Distributed Memory with Tasks

  • A main program creates a set of tasks that use their own local memory during computation. Multiple tasks can reside on the same physical machine and/or across an arbitrary number of machines.

  • Tasks exchange data through communications by sending and receiving messages through fast network (e.g. infinite band).

  • Data transfer usually requires cooperative operations to be performed by each process. For example, a send operation must have a matching receive operation.

  • Synchronization operations are also required to prevent a race condition.

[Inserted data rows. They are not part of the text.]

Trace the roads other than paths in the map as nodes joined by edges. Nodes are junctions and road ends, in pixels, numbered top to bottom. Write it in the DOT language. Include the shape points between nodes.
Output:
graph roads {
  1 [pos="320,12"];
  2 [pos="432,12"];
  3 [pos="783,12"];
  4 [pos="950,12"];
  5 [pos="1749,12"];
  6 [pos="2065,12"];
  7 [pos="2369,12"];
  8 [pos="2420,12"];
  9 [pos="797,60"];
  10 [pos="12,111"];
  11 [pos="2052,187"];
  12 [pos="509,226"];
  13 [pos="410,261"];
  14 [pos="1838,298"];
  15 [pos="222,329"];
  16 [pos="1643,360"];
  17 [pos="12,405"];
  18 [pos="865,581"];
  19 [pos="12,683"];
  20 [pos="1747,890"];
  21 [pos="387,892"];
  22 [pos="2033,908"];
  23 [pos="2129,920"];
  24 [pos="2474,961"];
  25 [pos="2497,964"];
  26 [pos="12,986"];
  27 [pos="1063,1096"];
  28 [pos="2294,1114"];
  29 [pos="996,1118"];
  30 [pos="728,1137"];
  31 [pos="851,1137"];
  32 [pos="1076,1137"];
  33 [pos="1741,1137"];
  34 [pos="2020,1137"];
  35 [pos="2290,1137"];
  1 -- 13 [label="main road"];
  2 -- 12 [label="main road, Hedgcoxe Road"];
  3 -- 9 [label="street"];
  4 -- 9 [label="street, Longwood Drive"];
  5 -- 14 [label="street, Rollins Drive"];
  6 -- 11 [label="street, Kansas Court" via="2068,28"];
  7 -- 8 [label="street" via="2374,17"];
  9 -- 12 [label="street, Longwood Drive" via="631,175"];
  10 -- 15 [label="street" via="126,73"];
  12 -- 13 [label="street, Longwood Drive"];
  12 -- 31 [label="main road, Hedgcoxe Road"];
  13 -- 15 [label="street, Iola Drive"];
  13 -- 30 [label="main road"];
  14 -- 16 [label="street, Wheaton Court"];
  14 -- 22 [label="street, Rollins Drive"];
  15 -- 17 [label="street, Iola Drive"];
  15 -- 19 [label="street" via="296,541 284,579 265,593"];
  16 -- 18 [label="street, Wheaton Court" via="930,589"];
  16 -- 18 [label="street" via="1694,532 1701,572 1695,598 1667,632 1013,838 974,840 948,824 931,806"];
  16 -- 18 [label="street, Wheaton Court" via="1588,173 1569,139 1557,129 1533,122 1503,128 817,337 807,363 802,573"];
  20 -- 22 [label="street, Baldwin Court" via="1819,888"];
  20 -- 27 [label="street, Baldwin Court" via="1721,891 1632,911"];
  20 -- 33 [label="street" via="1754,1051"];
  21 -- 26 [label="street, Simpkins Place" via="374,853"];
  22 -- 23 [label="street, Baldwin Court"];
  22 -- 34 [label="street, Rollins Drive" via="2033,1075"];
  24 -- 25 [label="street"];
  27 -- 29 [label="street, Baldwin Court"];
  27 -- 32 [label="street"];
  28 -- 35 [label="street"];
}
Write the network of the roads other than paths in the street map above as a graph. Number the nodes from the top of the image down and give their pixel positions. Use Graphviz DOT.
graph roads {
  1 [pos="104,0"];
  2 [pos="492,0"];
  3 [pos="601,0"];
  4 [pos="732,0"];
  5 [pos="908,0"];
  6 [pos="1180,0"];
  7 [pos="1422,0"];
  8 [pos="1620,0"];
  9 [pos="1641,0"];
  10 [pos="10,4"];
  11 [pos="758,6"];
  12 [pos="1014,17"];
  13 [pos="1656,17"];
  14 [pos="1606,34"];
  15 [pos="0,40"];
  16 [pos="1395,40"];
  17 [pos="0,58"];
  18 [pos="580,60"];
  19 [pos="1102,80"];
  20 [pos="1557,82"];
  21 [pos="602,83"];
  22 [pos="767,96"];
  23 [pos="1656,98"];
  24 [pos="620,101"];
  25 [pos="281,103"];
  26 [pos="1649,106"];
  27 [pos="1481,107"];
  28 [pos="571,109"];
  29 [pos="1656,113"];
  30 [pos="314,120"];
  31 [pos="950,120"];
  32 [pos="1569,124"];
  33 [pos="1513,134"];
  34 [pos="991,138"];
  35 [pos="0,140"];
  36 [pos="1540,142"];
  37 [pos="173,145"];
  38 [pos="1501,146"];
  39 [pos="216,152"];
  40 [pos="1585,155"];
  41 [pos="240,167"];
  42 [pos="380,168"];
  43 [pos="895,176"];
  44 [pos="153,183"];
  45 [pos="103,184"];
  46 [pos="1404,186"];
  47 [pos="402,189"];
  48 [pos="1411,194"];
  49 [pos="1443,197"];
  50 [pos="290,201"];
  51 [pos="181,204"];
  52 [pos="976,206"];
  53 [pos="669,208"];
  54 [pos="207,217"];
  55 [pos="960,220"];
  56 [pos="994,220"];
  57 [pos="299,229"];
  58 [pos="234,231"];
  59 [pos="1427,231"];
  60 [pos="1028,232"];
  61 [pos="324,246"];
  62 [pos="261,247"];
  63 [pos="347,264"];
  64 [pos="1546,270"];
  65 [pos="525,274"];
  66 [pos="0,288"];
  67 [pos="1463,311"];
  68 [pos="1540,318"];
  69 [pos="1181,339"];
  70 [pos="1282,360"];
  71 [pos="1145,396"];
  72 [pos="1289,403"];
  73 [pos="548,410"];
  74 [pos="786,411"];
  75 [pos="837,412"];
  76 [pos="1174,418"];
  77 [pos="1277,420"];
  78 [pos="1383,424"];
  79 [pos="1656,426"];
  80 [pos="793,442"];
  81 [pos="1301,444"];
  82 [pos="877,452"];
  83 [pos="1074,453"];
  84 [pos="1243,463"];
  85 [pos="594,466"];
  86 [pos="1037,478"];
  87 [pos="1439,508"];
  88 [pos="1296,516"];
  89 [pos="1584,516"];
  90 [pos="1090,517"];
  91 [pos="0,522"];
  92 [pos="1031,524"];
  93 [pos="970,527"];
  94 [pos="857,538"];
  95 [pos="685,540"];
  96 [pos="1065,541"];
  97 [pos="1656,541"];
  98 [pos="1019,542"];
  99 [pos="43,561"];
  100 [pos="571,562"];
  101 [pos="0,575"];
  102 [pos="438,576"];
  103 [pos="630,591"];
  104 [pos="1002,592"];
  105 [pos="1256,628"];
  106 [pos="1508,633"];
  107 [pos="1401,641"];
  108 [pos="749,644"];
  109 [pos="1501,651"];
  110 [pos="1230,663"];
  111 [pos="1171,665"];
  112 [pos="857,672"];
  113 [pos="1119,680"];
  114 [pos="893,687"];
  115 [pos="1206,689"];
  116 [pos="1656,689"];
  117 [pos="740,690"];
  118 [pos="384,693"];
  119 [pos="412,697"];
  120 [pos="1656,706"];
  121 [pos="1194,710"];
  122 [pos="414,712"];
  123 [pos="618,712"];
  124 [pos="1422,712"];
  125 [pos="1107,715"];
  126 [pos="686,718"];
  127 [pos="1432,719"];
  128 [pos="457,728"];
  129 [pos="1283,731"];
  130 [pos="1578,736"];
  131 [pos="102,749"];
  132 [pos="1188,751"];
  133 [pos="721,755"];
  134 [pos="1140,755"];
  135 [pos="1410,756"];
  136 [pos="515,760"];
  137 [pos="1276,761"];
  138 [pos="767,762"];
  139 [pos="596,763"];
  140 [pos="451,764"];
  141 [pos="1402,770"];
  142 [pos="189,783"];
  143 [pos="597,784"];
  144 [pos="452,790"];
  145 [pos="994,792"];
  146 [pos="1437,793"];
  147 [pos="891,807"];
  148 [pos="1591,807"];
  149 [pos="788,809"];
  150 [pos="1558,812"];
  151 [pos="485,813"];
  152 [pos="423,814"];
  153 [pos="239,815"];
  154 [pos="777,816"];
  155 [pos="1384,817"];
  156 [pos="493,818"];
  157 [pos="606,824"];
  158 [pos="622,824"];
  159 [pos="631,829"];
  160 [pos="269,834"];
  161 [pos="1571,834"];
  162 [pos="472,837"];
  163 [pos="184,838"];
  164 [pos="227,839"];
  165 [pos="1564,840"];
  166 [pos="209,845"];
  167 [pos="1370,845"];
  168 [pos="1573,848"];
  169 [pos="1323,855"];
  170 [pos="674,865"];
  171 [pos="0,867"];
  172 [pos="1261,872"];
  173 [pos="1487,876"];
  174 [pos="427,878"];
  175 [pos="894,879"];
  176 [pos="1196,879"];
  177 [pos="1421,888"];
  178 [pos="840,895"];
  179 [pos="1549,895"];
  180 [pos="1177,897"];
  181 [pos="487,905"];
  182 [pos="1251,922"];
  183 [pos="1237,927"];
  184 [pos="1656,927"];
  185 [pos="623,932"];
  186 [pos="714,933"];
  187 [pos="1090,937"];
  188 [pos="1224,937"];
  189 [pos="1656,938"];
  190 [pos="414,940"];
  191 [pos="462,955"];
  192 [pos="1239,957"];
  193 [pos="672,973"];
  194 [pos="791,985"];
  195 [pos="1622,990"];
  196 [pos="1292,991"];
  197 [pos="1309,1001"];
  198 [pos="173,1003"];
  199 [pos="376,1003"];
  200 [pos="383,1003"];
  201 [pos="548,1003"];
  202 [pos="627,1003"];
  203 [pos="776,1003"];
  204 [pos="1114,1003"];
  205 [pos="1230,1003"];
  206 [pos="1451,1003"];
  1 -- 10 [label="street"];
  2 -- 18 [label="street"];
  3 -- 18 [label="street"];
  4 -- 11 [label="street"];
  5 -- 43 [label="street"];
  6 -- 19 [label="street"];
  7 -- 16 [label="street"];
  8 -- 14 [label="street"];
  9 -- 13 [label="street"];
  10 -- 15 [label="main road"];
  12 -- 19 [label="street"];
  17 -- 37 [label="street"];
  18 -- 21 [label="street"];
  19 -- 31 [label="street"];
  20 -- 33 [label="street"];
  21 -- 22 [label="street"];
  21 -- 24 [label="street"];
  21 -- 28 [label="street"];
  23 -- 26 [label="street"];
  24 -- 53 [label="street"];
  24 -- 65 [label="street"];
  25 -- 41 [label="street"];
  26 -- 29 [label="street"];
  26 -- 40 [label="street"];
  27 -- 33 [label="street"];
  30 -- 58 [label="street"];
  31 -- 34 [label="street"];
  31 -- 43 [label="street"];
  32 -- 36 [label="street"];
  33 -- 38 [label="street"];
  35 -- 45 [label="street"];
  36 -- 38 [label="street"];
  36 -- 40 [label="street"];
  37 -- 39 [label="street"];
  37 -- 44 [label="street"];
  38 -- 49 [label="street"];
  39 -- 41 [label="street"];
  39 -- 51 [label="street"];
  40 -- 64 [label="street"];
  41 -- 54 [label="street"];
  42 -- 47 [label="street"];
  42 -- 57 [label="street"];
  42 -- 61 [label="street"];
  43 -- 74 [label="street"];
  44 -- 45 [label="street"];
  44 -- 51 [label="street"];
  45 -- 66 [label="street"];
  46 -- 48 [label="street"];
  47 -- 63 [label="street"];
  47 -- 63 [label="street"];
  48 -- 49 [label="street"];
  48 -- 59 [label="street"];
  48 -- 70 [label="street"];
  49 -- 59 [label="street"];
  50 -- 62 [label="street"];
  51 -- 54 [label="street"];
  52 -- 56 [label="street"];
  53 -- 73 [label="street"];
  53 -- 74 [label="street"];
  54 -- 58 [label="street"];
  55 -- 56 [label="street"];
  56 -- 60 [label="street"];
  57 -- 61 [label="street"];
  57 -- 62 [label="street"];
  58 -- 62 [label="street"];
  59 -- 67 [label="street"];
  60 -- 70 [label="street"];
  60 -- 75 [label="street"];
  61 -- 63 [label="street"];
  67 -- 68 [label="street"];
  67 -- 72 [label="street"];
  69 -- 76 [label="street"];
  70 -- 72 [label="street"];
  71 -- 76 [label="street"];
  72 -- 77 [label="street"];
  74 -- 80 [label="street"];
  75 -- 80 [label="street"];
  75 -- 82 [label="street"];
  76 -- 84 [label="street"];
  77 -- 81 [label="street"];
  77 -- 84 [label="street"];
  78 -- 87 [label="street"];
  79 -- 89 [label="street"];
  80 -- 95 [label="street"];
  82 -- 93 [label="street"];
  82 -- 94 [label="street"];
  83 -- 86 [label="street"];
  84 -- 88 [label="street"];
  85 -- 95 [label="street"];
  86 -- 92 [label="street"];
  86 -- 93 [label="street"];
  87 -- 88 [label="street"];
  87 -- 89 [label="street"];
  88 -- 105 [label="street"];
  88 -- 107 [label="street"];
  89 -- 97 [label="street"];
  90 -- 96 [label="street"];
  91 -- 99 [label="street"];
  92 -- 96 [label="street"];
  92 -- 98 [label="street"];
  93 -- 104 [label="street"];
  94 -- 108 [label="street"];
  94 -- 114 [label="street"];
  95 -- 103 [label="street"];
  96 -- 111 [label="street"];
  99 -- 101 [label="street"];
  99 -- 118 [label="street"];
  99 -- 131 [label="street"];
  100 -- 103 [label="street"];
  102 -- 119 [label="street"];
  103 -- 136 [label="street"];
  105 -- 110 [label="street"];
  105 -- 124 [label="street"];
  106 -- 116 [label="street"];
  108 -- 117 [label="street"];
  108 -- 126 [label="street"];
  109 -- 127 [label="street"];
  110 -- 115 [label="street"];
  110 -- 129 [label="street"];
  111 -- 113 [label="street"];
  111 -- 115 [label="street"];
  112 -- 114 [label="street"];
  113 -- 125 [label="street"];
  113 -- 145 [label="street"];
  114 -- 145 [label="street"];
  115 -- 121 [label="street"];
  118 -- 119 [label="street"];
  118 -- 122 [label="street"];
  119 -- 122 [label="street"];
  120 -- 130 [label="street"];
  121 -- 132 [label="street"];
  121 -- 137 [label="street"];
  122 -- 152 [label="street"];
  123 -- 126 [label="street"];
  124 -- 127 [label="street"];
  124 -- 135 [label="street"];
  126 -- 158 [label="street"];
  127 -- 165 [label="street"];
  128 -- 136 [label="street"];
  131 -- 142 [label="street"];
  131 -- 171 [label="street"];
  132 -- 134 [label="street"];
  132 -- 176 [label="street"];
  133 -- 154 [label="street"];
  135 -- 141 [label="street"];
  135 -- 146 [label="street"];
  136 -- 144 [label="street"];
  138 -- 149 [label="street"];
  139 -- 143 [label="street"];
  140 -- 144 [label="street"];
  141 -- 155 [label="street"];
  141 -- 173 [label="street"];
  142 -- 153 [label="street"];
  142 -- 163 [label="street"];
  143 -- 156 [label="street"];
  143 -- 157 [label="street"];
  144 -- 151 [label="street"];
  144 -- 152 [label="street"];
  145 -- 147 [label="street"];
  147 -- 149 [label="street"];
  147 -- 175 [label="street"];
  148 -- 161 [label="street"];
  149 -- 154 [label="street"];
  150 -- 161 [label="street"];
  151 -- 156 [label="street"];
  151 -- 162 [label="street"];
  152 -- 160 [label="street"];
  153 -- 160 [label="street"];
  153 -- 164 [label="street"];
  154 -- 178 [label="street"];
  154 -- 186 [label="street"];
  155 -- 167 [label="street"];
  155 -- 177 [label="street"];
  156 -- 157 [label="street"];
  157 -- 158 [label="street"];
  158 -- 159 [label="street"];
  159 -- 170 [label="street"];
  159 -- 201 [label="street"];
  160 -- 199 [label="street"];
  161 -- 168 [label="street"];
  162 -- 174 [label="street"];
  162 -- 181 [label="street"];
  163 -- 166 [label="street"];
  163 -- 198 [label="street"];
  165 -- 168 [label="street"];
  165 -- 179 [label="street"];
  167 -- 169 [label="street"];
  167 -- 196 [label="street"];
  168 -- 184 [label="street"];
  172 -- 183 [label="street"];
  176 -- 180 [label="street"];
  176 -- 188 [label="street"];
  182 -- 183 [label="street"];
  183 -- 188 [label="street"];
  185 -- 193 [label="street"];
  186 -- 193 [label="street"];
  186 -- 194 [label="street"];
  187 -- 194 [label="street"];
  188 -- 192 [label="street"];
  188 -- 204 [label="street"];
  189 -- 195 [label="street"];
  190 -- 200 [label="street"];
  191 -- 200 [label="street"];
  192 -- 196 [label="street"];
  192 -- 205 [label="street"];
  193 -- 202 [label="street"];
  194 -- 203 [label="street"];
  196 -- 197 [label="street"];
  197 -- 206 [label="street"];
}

Example: Message Passing Interface (MPI)

Hybrid Parallel

  • A hybrid model combines more than one of the previously described programming models.
  • A simple example is the combination of the message passing model (MPI) with the threads model (OpenMP).

    • Threads perform computationally intensive kernels using local, on-node data
    • Communications between processes on different nodes occurs over the network using MPI
  • Works well to the most popular hardware environment of clustered multi/many-core machines.

  • Other example: MPI with CPU-GPU (Graphics Processing Unit)

Hybrid OpenMP-MPI Parallel Model:

The image shows a Hybrid OpenMP-MPI Parallel Model with CPU units, shared "OpenMP Memory" segments, and "MP" labels indicating MPI communication, illustrating combined shared and distributed memory parallelism.

Hybrid CUDA-MPI Parallel Model:

A diagram illustrating a hybrid CUDA-MPI parallel computing model. It depicts two computing nodes connected via a network using MPI (Message Passing Interface). Each node consists of multiple CPUs and shared memory, with a GPU attached via CUDA. The CPUs within each node handle computation and memory management, while the GPUs accelerate processing. The MPI connections between nodes facilitate distributed computing across multiple machines.